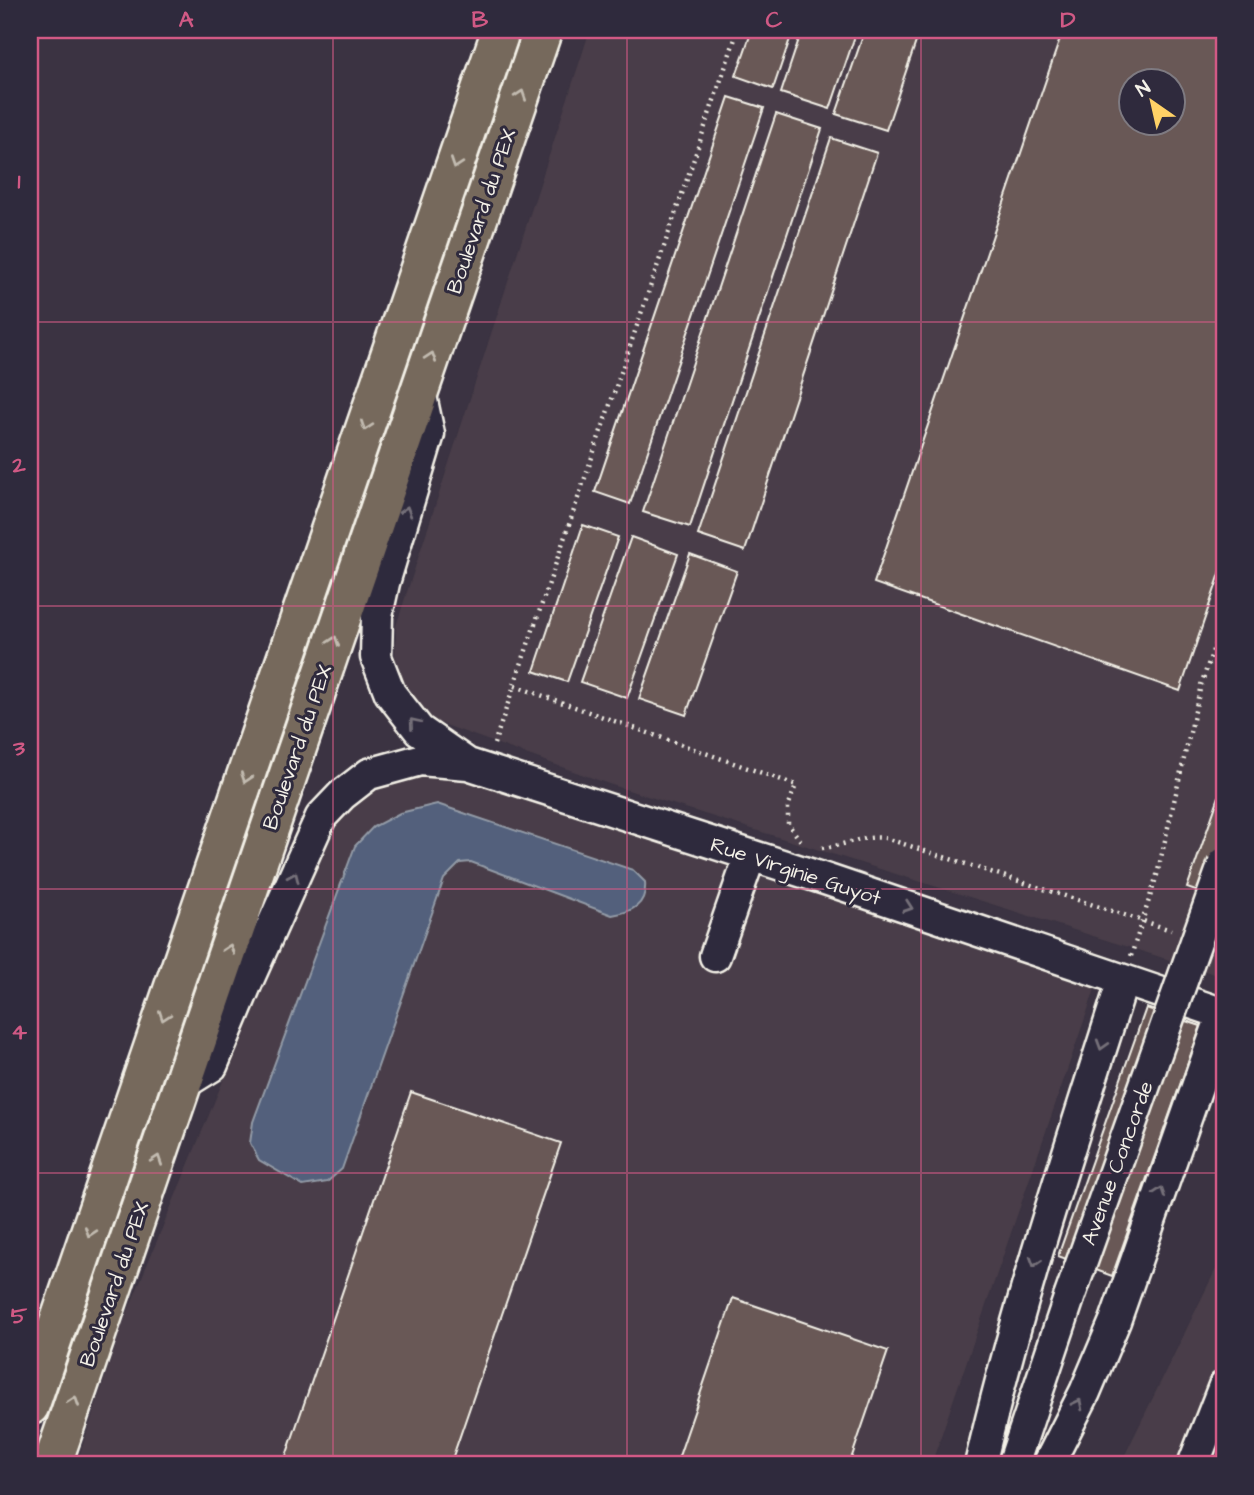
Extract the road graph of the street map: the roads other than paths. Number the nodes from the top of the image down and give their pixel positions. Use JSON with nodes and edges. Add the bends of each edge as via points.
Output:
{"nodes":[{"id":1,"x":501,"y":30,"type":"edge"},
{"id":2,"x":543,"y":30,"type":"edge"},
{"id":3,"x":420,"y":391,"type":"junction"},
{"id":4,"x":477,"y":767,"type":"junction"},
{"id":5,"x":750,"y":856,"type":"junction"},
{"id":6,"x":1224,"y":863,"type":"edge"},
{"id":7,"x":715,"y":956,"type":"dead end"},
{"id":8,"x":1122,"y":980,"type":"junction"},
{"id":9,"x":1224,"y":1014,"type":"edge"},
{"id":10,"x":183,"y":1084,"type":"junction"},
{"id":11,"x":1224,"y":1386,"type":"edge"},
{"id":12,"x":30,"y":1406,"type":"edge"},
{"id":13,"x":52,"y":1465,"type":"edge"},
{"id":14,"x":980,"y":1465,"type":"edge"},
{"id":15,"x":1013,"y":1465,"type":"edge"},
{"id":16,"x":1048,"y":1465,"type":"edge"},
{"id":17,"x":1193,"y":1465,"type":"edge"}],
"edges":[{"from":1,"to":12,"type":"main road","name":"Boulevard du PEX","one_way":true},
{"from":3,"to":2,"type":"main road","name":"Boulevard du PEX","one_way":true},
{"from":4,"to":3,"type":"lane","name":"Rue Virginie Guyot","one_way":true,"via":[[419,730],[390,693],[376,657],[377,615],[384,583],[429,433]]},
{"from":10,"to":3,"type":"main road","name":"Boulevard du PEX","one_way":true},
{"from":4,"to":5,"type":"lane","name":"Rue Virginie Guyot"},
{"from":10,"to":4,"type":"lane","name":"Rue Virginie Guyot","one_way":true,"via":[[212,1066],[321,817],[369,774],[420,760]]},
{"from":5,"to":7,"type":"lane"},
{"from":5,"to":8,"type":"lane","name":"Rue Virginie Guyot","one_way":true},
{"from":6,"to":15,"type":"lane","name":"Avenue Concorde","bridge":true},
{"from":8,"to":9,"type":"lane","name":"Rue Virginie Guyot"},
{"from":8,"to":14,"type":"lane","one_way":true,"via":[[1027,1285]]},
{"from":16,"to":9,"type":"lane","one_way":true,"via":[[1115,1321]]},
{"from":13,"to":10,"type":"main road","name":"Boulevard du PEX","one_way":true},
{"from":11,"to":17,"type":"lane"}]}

+===+

Work order:
With the string "Virginie" as the key, filter the data above and show the lines that match.

Answer to this exercise:
{"from":4,"to":3,"type":"lane","name":"Rue Virginie Guyot","one_way":true,"via":[[419,730],[390,693],[376,657],[377,615],[384,583],[429,433]]},
{"from":4,"to":5,"type":"lane","name":"Rue Virginie Guyot"},
{"from":10,"to":4,"type":"lane","name":"Rue Virginie Guyot","one_way":true,"via":[[212,1066],[321,817],[369,774],[420,760]]},
{"from":5,"to":8,"type":"lane","name":"Rue Virginie Guyot","one_way":true},
{"from":8,"to":9,"type":"lane","name":"Rue Virginie Guyot"},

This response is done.